Mike’s arrow went through one lung and the liver, that’s why the buck only went about 20 yards before lying down initially. Mike thinks the buck was 6 1/2 years old. The Michigan monster had a dressed weight of 183 pounds. The trail camera by the stand where Mike shot the buck captured a couple of photos of the deer a short time before Mike arrowed the buck. The rack was so big that Mike initially thought he might have tagged a state record buck. The antlers did not score as high as he thought they would due to a trio of non-typical points on the left antler.

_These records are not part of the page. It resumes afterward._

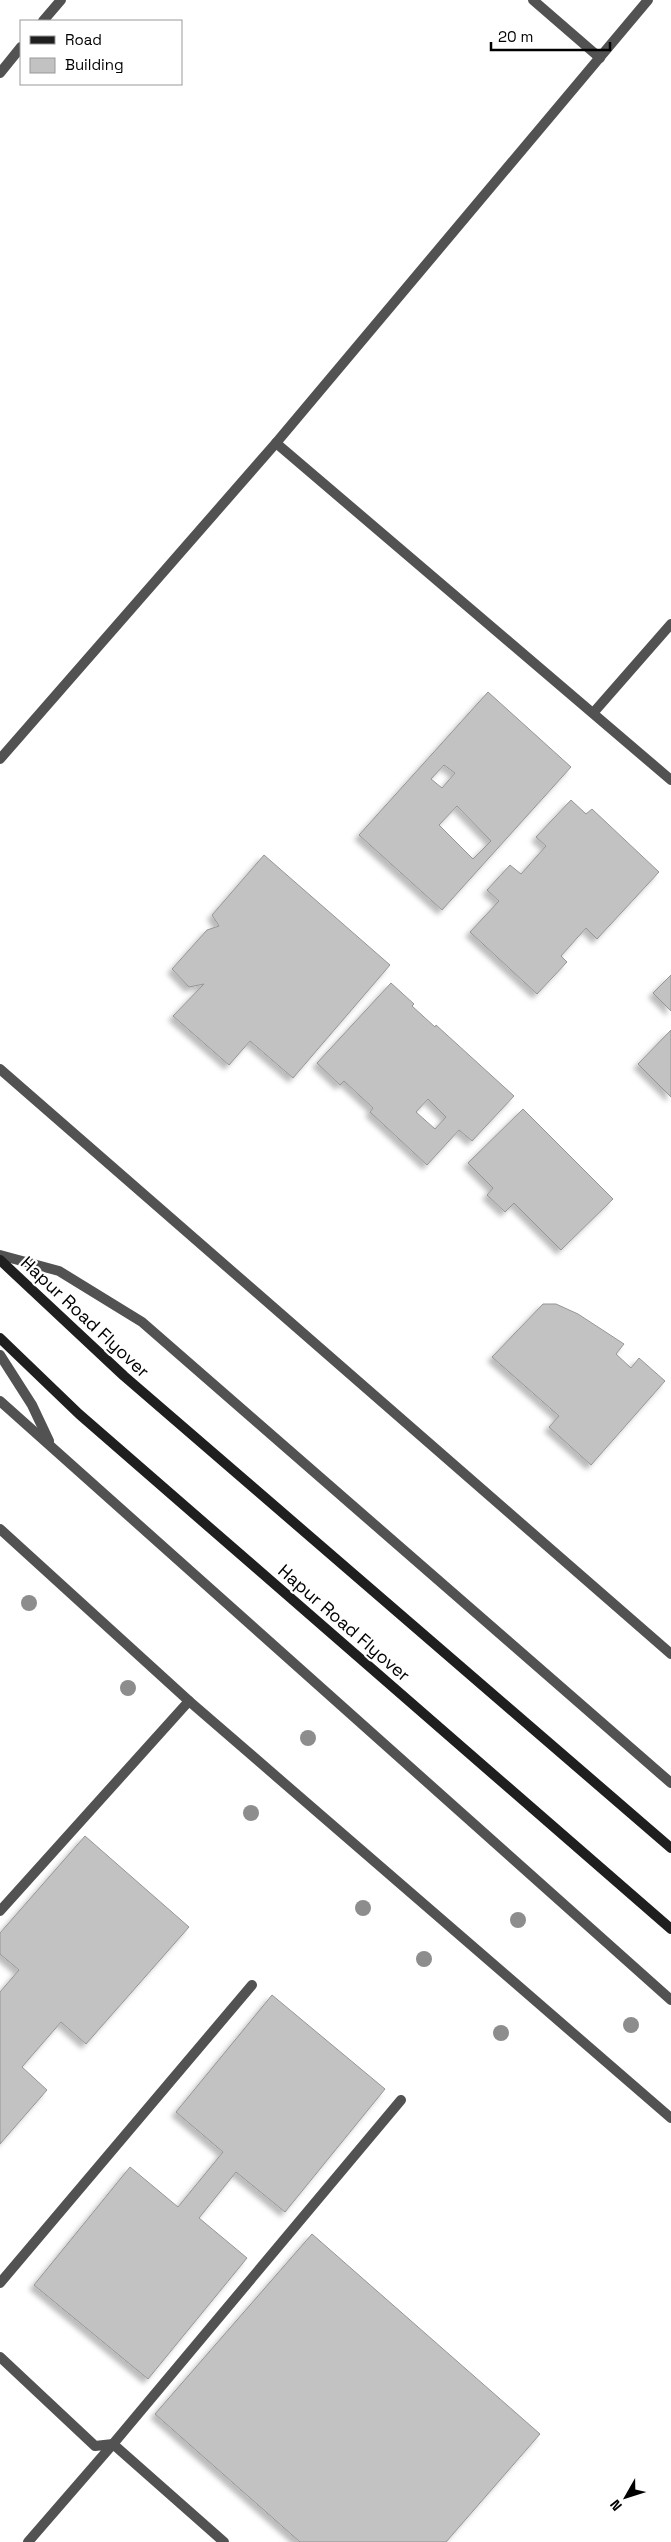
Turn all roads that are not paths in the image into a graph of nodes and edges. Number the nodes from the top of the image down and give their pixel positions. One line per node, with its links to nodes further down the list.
1 (61, 0): 4 (street)
2 (533, 0): 6 (street)
3 (648, 0): 6 (street)
4 (44, 20)
5 (20, 48): 7 (street)
6 (600, 58): 8 (street)
7 (0, 73)
8 (276, 443): 10 (street); 11 (street)
9 (671, 624): 10 (street)
10 (594, 712): 12 (street)
11 (0, 759)
12 (671, 780)
13 (0, 1069): 21 (street)
14 (0, 1255): 23 (street)
15 (0, 1260): 24 (main road, Hapur Road Flyover)
16 (0, 1338): 26 (main road, Hapur Road Flyover)
17 (0, 1355): 19 (street)
18 (0, 1401): 19 (street)
19 (51, 1447): 28 (street)
20 (0, 1529): 22 (street)
21 (671, 1654)
22 (189, 1701): 25 (street); 30 (street)
23 (671, 1783)
24 (671, 1848)
25 (0, 1911)
26 (671, 1929)
27 (252, 1985): 31 (street)
28 (671, 2000)
29 (401, 2100): 33 (street)
30 (671, 2118)
31 (0, 2284)
32 (0, 2357): 33 (street)
33 (113, 2444): 34 (street); 35 (street)
34 (28, 2542)
35 (224, 2542)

The typical frame includes 13 points, seven on the right and six on the left. Without a matching sixth point on the left antler, the length of the sixth tine on the right side was a deduction, too. The three non-typical points on the left antler were enough to put the rack in the non-typical category, so they could be added to the score instead of deducted.

Michigan-Lull-Side-1200x800.jpg
Mike’s amazing archery non-typical came from his farm in Ingham County, Michigan. Michigan is a state that recieves a lot of hunting pressure, making Mike’s trophy buck even more impressive.

Mike says he found one of the buck’s shed antlers from 2019 that has six points on it. He has another shed with five points that he also thinks is from the same buck, and someone found a second 5-point shed that they think is from the buck he killed, too.

Although the buck did not turn out to be a state record, Mike is still thrilled about tagging such a great deer. He’s having a full-body mount done of the whitetail, and Mike says that he is confident he will never shoot another buck that big. But since the world of trophy deer hunting can be so unpredictable, you just never know!